NC QUANTUM APEX?
Report
- Report Number
- 2124215-2025-47193
- Event Type
- Malfunction
- Date Received
- July 15, 2025
- Date of Event
- February 17, 2025
- Report Date
- July 15, 2025
- Manufacturer
- BOSTON SCIENTIFIC CORPORATION
- Product Code
- LOX
- UDI-DI
- 08714729783367
- PMA / PMN Number
- K121667
- Product Problem
- Yes
- Report Source
- Manufacturer report
- Reporter Location
- IN
- Reporter Occupation
- PHYSICIAN
- Health Professional
- Yes
Narratives
G4: PREMARKET / 510(K): K160823. DEVICE EVALUATED BY MFR.: THE NC QUANTUM APEX MR 15 MM X 2.75 MM WAS RETURNED TO THE COMPLAINT INVESTIGATION SITE. VISUAL AND TACTILE EXAMINATION IDENTIFIED MULTIPLE HYPOTUBE KINKS. A BREAK WAS IDENTIFIED IN THE INNER LUMEN UNDER THE BALLOON SECTION NEAR THE DISTAL TIP. THE BROKEN DISTAL SECTION DID NOT RETURN. A TEAR WAS IDENTIFIED IN THE BALLOON MATERIAL AND THE TORN DISTAL SECTION DID NOT RETURN. A DETAILED MICROSCOPIC EXAMINATION OF THE BALLOON MATERIAL NOTED A CIRCUMFERENTIAL BALLOON TEAR 22.7CM FROM THE PORT EXCHANGE AND THE DISTAL SECTION WAS NOT RETURNED. THE DISTAL SECTION OF THE DEVICE DID NOT RETURN.

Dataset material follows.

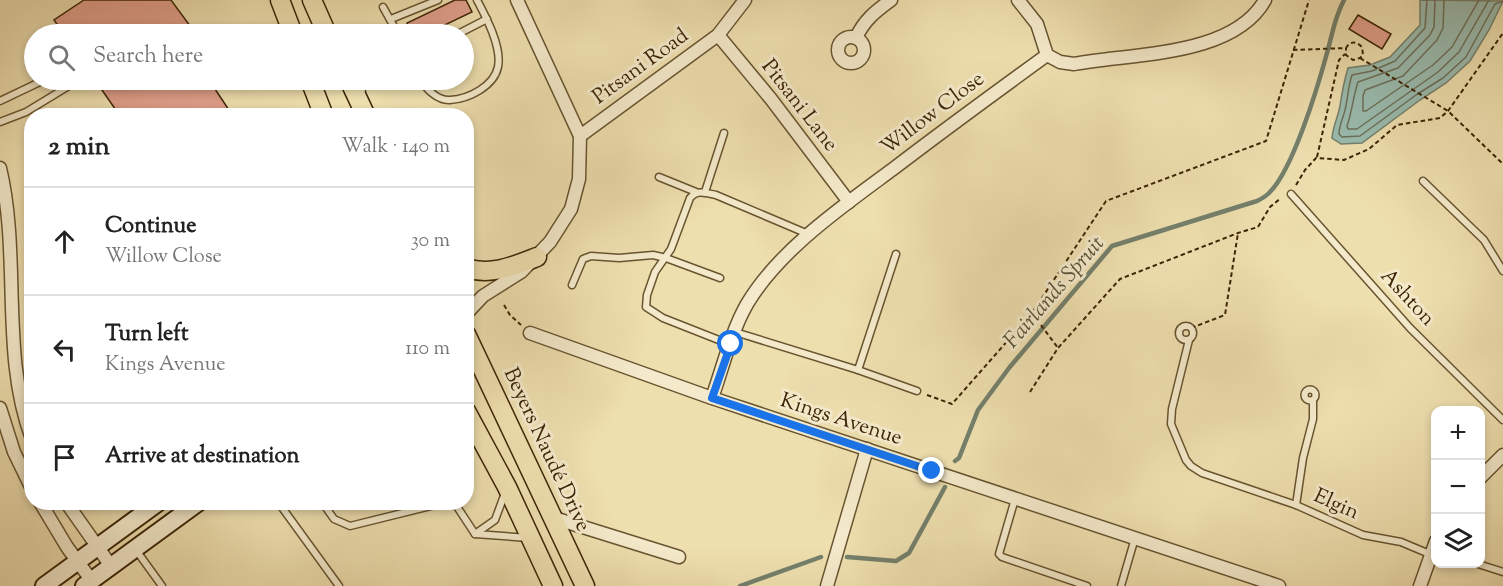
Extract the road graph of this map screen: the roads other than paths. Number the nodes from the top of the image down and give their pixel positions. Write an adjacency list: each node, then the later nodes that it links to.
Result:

REPORTABLE BASED ON DEVICE ANALYSIS COMPLETED ON 30JUN2025. IT WAS REPORTED THAT CROSSING DIFFICULTIES WERE ENCOUNTERED. THE 90% STENOSED TARGET LESION WAS LOCATED IN THE SEVERELY TORTUOUS AND MODERATELY CALCIFIED SEGMENT OF A CHRONIC TOTALLY OCCLUDED ARTERY. A 15 MM X 2.75 MM NC QUANTUM APEX BALLOON CATHETER WAS ADVANCED BUT FAILED TO CROSS THE LESION. THE PROCEDURE WAS SUCCESSFULLY COMPLETED WITH A DIFFERENT DEVICE. NO PATIENT COMPLICATIONS WERE REPORTED. HOWEVER, RETURNED DEVICE ANALYSIS REVEALED BALLOON TORN CIRCUMFERENTIAL.
Devices
| Seq | Brand | Generic | Product Code | Manufacturer | Model | Lot | UDI-DI |
|---|---|---|---|---|---|---|---|
| 128350 | NC QUANTUM APEX? | CATHETERS, TRANSLUMINAL CORONARY ANGIOPLASTY, PERCUTANEOUS | LOX | BOSTON SCIENTIFIC CORPORATION | H7493912415270 | 0033639484 | 08714729783367 |
Patients
| Seq | Age | Sex | Outcome | Treatment |
|---|---|---|---|---|
| 1 | NA | Male |